*Source data*:
++++++++++

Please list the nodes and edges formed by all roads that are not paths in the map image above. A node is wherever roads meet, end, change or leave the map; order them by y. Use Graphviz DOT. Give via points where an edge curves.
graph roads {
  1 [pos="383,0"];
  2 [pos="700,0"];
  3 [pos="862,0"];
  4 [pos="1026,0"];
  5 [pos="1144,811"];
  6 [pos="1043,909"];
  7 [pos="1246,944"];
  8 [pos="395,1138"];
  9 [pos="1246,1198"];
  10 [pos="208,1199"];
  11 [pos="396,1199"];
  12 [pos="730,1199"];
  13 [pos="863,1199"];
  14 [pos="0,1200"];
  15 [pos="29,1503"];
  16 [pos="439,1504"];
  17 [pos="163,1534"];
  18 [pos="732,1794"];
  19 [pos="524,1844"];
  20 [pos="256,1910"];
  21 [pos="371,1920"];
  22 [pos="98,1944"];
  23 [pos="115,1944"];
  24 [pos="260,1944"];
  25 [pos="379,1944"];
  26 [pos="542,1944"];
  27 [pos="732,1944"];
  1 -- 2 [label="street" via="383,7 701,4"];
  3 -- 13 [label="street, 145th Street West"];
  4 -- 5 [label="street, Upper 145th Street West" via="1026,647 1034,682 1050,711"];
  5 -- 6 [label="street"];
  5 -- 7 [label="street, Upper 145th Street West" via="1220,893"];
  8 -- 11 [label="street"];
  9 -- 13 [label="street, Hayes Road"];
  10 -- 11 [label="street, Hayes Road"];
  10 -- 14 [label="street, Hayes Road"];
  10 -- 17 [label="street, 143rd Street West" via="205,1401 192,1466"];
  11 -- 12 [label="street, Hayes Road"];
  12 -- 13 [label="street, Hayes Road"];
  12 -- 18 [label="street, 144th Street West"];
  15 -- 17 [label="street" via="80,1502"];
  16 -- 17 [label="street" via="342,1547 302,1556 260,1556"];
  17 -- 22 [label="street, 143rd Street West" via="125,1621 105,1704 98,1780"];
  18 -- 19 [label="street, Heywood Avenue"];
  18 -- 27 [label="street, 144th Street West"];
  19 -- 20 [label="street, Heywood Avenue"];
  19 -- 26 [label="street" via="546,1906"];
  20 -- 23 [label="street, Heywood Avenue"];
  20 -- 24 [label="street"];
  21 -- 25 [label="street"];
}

++++++++++

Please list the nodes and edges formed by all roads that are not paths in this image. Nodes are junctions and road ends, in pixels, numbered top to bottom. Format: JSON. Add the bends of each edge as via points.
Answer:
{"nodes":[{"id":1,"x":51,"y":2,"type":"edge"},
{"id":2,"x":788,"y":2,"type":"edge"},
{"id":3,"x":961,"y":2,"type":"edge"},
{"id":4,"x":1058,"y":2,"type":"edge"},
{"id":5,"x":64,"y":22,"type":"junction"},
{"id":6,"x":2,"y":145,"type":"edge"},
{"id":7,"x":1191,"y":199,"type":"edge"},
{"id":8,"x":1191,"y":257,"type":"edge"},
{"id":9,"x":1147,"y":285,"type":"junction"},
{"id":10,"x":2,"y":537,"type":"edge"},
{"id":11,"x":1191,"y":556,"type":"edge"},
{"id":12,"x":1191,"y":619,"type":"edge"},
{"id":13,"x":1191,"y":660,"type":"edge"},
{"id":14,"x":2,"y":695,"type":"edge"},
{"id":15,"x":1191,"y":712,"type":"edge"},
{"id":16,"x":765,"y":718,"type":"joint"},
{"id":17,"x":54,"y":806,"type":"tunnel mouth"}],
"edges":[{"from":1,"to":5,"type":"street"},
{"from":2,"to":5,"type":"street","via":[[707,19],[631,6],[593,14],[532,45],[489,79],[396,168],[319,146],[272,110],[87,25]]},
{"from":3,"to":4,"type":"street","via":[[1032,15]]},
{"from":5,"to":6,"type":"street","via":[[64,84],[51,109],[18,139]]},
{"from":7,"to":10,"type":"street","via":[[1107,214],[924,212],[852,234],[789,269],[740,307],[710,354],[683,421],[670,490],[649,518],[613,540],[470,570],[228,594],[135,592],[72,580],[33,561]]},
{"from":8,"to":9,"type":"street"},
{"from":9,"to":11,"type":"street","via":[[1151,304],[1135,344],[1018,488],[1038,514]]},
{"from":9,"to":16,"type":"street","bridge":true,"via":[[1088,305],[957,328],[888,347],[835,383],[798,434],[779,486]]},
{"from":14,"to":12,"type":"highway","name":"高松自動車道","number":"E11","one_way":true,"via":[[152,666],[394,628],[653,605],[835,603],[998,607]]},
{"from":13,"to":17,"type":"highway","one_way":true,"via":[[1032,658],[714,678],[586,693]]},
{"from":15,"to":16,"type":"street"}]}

++++++++++

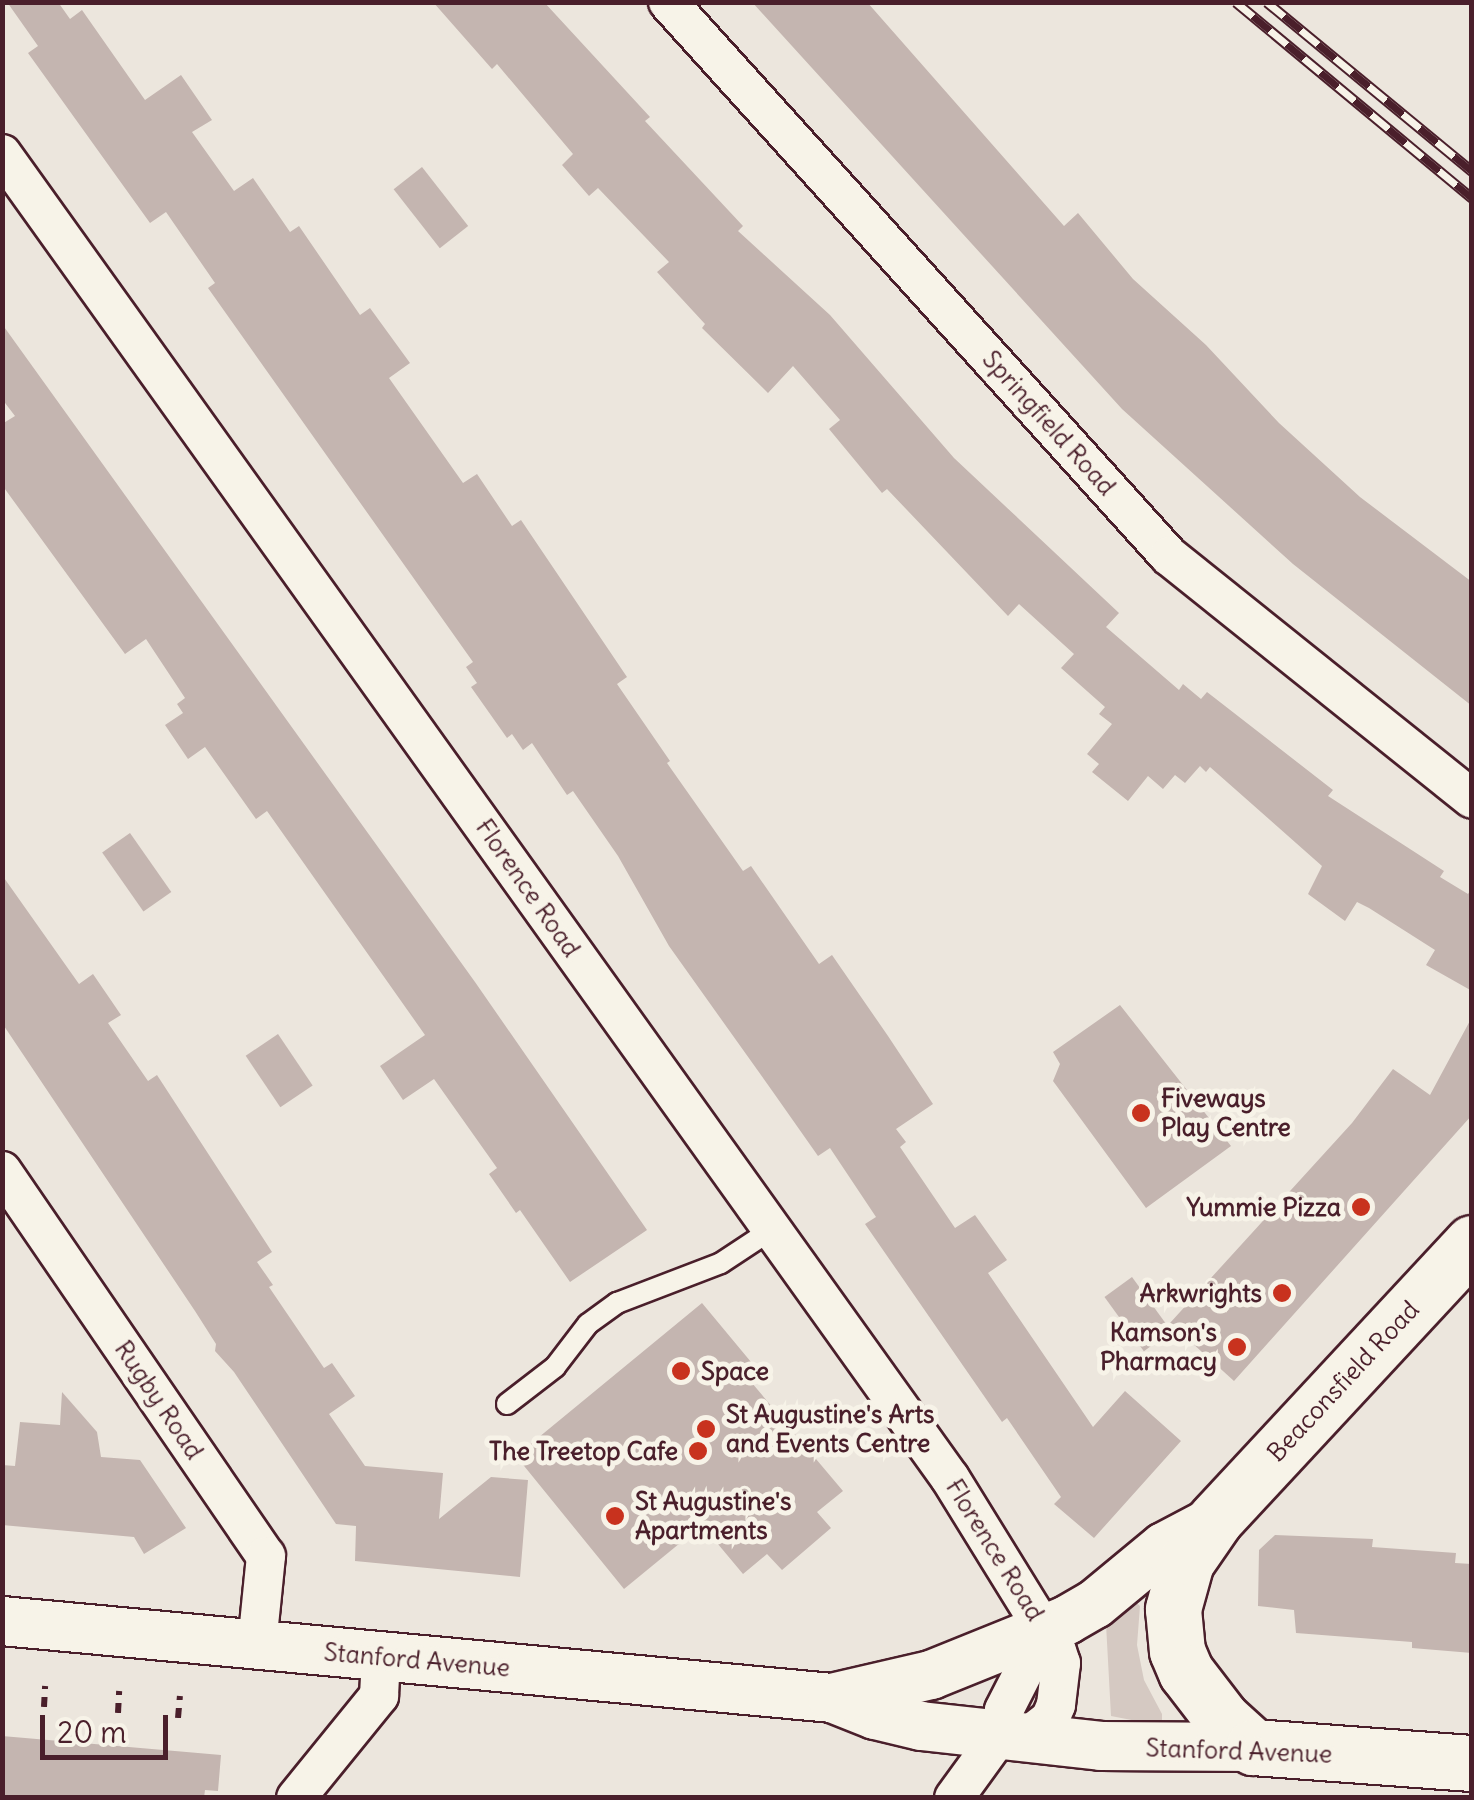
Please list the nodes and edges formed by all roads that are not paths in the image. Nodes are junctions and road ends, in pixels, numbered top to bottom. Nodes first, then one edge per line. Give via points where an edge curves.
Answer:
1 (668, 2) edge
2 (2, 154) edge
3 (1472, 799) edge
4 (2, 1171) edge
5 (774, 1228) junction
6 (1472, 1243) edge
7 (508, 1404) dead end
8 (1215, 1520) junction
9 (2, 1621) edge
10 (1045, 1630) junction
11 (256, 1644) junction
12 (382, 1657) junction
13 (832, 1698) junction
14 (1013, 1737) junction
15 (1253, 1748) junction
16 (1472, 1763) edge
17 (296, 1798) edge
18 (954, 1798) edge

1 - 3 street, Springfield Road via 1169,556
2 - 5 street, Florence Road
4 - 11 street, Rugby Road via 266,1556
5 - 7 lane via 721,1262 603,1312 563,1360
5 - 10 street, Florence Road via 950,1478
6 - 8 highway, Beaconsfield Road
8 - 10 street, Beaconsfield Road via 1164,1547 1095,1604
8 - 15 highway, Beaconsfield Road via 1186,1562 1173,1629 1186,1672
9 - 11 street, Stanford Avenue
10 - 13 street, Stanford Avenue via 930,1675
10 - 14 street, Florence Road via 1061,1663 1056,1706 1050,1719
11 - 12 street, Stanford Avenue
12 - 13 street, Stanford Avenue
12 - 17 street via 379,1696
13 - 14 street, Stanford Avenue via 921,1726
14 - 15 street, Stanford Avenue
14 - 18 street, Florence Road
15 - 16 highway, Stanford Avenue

++++++++++

Within the material, how many lines hold the word "pixels"? Only the number is needed.

*Response*: 2